** Opening Exercise input block **

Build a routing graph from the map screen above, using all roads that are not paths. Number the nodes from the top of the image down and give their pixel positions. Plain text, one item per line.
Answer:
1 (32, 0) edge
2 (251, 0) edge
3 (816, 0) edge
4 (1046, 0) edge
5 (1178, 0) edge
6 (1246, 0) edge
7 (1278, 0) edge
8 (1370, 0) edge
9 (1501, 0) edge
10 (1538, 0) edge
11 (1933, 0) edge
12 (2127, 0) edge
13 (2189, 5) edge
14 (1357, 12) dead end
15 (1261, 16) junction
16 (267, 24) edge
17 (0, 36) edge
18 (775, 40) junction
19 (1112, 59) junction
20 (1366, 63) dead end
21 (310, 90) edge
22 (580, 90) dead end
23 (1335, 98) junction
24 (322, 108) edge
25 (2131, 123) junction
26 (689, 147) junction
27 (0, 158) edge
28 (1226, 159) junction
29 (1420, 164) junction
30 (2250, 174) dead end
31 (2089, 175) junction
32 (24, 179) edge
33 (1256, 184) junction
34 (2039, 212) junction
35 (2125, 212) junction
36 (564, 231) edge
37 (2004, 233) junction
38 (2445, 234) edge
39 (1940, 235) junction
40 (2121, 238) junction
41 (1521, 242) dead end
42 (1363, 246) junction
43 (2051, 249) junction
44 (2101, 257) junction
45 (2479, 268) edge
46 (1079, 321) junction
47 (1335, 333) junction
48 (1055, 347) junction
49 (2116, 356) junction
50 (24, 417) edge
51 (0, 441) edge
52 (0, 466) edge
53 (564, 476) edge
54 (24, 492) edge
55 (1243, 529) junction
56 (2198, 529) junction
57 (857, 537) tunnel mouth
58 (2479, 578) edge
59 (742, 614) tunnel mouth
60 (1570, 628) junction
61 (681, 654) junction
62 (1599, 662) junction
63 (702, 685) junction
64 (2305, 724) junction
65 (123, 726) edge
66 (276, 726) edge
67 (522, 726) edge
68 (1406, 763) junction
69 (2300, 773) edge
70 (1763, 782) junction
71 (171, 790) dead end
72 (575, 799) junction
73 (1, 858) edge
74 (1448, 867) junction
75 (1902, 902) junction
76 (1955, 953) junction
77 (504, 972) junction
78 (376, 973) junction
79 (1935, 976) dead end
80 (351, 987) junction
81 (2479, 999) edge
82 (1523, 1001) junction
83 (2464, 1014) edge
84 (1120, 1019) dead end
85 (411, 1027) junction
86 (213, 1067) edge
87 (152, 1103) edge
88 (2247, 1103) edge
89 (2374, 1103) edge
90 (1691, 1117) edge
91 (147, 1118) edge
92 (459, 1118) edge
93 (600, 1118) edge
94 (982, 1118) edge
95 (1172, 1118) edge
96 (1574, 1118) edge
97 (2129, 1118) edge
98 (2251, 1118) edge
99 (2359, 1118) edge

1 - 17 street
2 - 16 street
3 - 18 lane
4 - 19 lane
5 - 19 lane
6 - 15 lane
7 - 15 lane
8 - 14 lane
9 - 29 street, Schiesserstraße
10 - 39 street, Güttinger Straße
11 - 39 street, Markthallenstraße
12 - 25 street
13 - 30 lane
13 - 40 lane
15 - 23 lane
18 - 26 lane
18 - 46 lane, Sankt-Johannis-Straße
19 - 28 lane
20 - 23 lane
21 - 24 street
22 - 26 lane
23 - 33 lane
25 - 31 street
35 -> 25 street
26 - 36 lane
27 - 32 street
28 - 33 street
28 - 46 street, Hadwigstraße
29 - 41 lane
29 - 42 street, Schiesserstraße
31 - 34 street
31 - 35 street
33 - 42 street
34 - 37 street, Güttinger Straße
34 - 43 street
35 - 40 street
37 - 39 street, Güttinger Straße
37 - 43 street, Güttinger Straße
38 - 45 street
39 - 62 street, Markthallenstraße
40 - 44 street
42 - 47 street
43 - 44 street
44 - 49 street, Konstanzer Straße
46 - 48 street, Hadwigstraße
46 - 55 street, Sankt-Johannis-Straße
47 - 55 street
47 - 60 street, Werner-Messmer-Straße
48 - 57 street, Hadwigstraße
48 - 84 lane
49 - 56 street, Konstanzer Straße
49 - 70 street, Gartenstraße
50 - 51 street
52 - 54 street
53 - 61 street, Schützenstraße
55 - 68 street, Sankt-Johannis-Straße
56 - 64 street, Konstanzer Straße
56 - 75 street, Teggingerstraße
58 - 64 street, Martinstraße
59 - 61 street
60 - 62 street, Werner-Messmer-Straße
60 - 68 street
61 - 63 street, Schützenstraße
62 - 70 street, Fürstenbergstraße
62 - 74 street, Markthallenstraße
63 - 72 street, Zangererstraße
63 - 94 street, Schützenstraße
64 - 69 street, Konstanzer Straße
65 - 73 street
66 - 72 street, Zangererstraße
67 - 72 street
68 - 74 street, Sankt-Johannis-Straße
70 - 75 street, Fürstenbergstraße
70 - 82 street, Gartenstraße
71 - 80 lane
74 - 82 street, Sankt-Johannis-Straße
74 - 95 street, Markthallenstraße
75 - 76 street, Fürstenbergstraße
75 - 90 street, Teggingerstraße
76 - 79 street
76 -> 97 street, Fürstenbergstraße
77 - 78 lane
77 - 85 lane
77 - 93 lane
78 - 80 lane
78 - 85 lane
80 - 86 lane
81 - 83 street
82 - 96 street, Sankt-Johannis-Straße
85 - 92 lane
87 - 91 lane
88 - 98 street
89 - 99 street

** Closing Exercise input block **

### Task
I'd like the number of lines in the listing above that contain the string "mouth", and only the number.

### Answer below
2